> **DIRECTIONS**
Please copy the data exactly as it stands, minus the images.

> **RECORDS FOR PROCESSING**
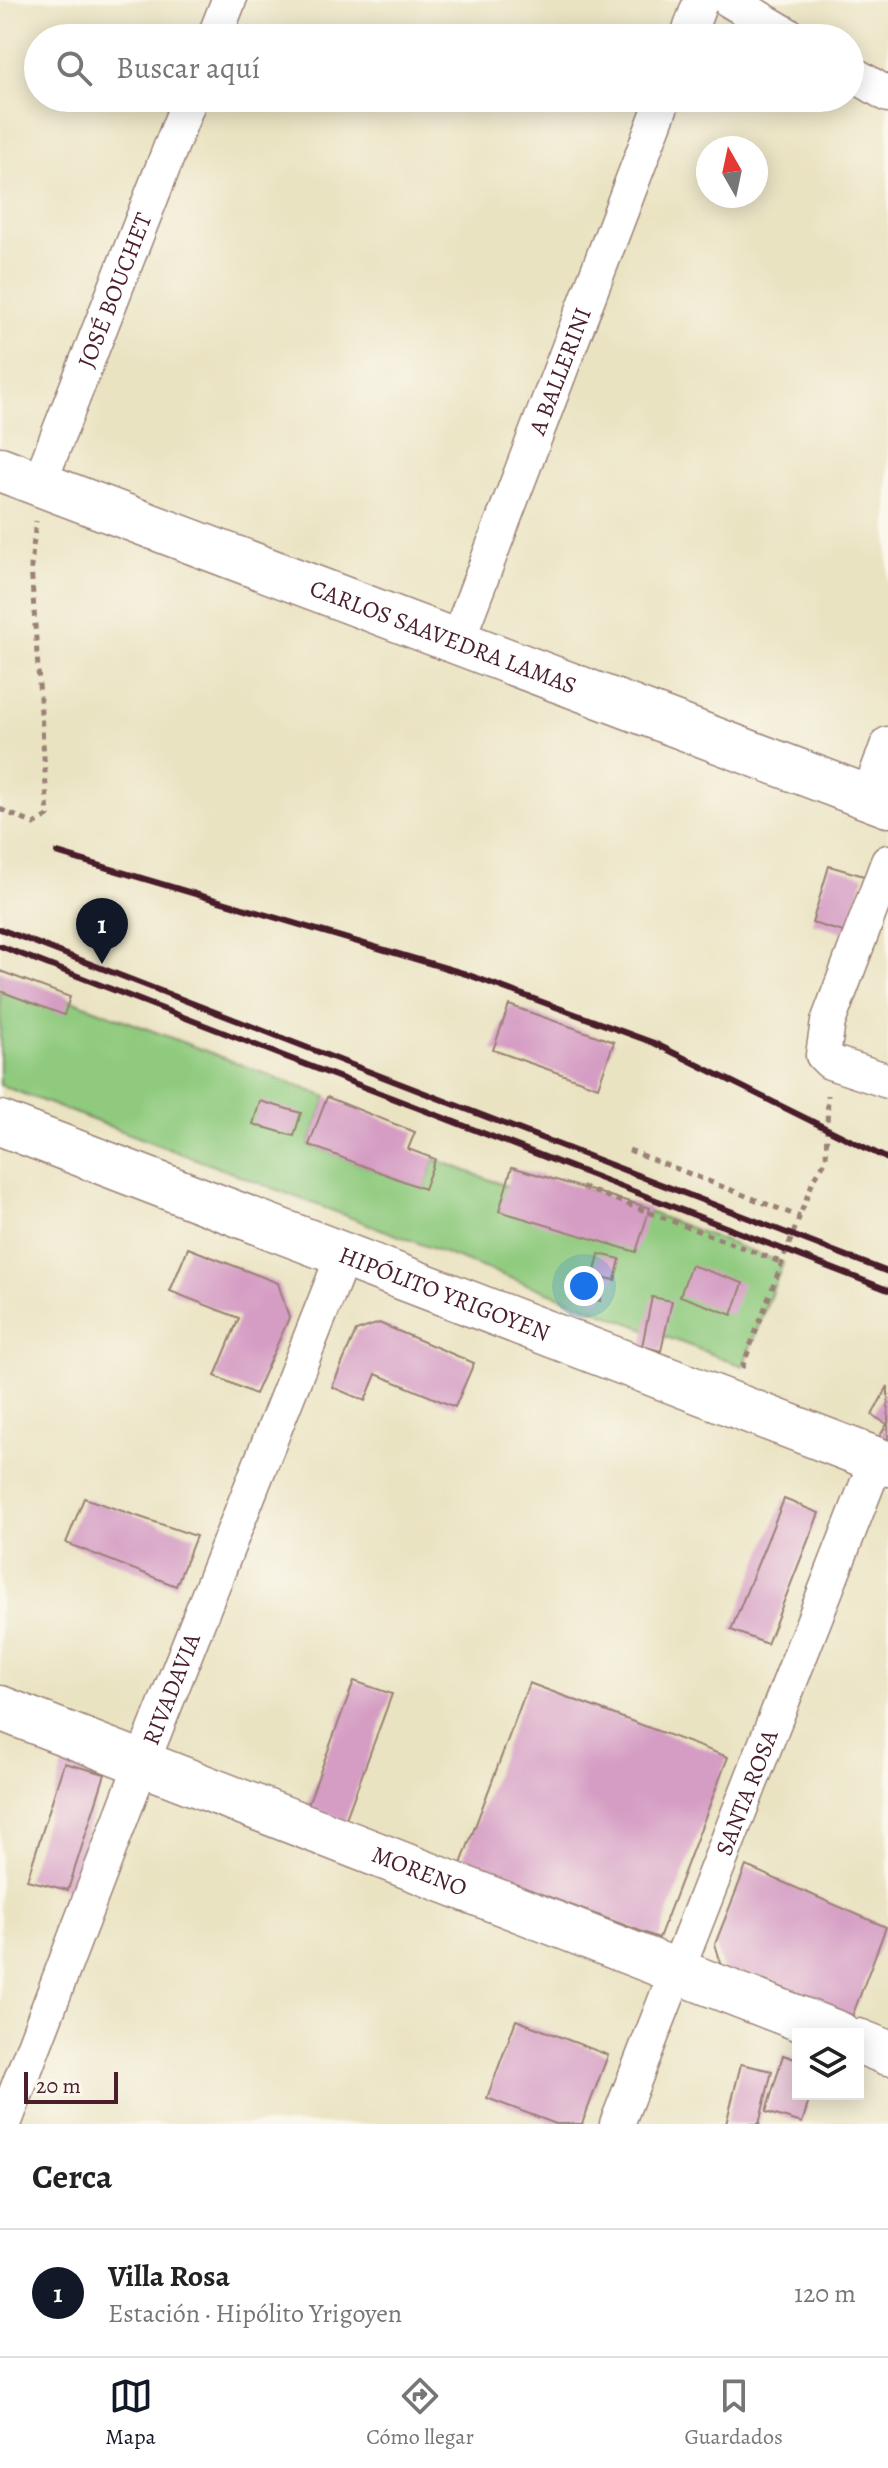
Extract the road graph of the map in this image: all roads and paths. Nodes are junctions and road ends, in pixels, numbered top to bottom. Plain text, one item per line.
1 (229, 0) edge
2 (701, 0) edge
3 (729, 0) edge
4 (220, 24) edge
5 (692, 24) edge
6 (769, 24) edge
7 (864, 80) edge
8 (888, 95) edge
9 (184, 112) edge
10 (659, 112) edge
11 (20, 477) edge
12 (456, 644) junction
13 (888, 744) edge
14 (878, 801) edge
15 (0, 809) edge
16 (888, 862) edge
17 (830, 1062) junction
18 (888, 1081) edge
19 (0, 1123) edge
20 (629, 1150) dead end
21 (582, 1187) dead end
22 (800, 1217) junction
23 (343, 1256) junction
24 (783, 1263) junction
25 (728, 1400) junction
26 (882, 1462) edge
27 (0, 1708) edge
28 (142, 1763) junction
29 (677, 1972) junction
30 (823, 2028) edge
31 (864, 2043) edge
32 (888, 2053) edge
33 (4, 2124) edge
34 (617, 2124) edge

1 - 4 street
2 - 5 street
3 - 6 street
7 - 8 street
9 - 11 street, JOSÉ BOUCHET
10 - 12 street, A BALLERINI
11 - 12 street, CARLOS SAAVEDRA LAMAS
11 - 15 path
12 - 14 street, CARLOS SAAVEDRA LAMAS
13 - 14 street
16 - 17 street
17 - 18 street
17 - 22 path
19 - 23 street, HIPÓLITO YRIGOYEN
20 - 22 path
21 - 24 path
22 - 24 path
23 - 25 street, HIPÓLITO YRIGOYEN
23 - 28 street, RIVADAVIA
24 - 25 path
25 - 26 street, HIPÓLITO YRIGOYEN
26 - 29 street, SANTA ROSA
27 - 28 street, MORENO
28 - 29 street, MORENO
28 - 33 street, RIVADAVIA
29 - 30 street, MORENO
29 - 34 street, SANTA ROSA
31 - 32 street

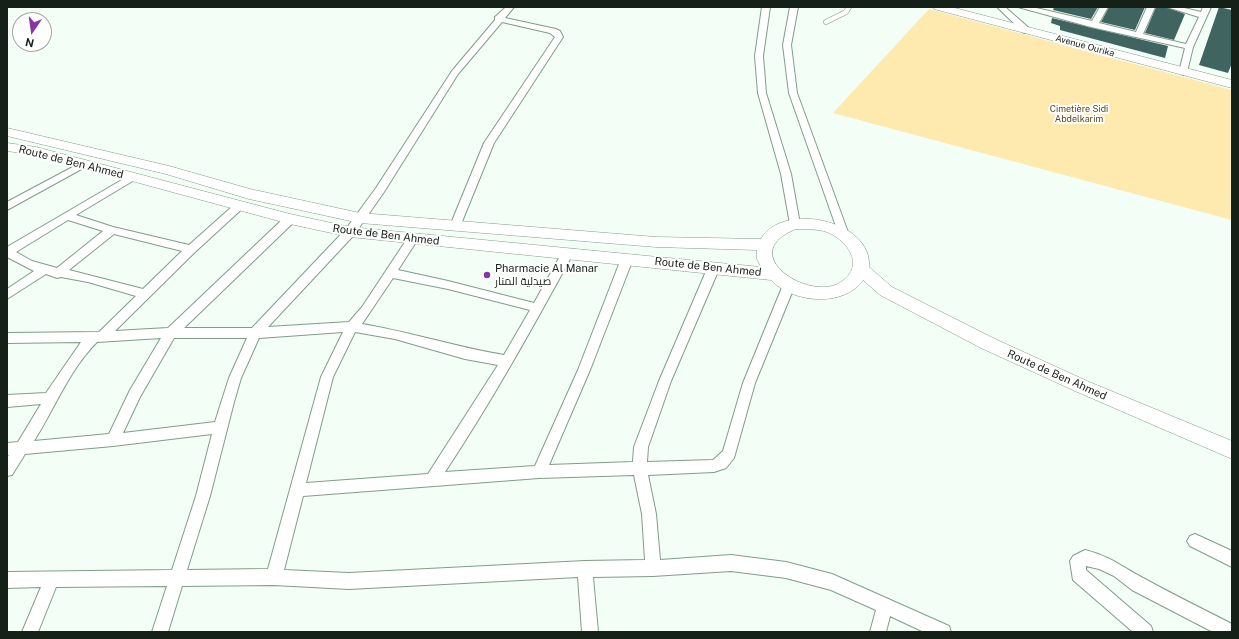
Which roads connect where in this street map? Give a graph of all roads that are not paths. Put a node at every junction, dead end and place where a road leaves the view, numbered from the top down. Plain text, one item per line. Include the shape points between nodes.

> **SOLUTION TO THE PROBLEM**
Extract the road graph of the map in this image: all roads and paths. Nodes are junctions and road ends, in pixels, numbered top to bottom. Plain text, one item per line.
1 (229, 0) edge
2 (701, 0) edge
3 (729, 0) edge
4 (220, 24) edge
5 (692, 24) edge
6 (769, 24) edge
7 (864, 80) edge
8 (888, 95) edge
9 (184, 112) edge
10 (659, 112) edge
11 (20, 477) edge
12 (456, 644) junction
13 (888, 744) edge
14 (878, 801) edge
15 (0, 809) edge
16 (888, 862) edge
17 (830, 1062) junction
18 (888, 1081) edge
19 (0, 1123) edge
20 (629, 1150) dead end
21 (582, 1187) dead end
22 (800, 1217) junction
23 (343, 1256) junction
24 (783, 1263) junction
25 (728, 1400) junction
26 (882, 1462) edge
27 (0, 1708) edge
28 (142, 1763) junction
29 (677, 1972) junction
30 (823, 2028) edge
31 (864, 2043) edge
32 (888, 2053) edge
33 (4, 2124) edge
34 (617, 2124) edge

1 - 4 street
2 - 5 street
3 - 6 street
7 - 8 street
9 - 11 street, JOSÉ BOUCHET
10 - 12 street, A BALLERINI
11 - 12 street, CARLOS SAAVEDRA LAMAS
11 - 15 path
12 - 14 street, CARLOS SAAVEDRA LAMAS
13 - 14 street
16 - 17 street
17 - 18 street
17 - 22 path
19 - 23 street, HIPÓLITO YRIGOYEN
20 - 22 path
21 - 24 path
22 - 24 path
23 - 25 street, HIPÓLITO YRIGOYEN
23 - 28 street, RIVADAVIA
24 - 25 path
25 - 26 street, HIPÓLITO YRIGOYEN
26 - 29 street, SANTA ROSA
27 - 28 street, MORENO
28 - 29 street, MORENO
28 - 33 street, RIVADAVIA
29 - 30 street, MORENO
29 - 34 street, SANTA ROSA
31 - 32 street

Which roads connect where in this street map? Give a graph of all roads that are not paths. Put a node at every junction, dead end and place where a road leaves the view, numbered from the top down. Plain text, one item per line. Include the shape points between nodes.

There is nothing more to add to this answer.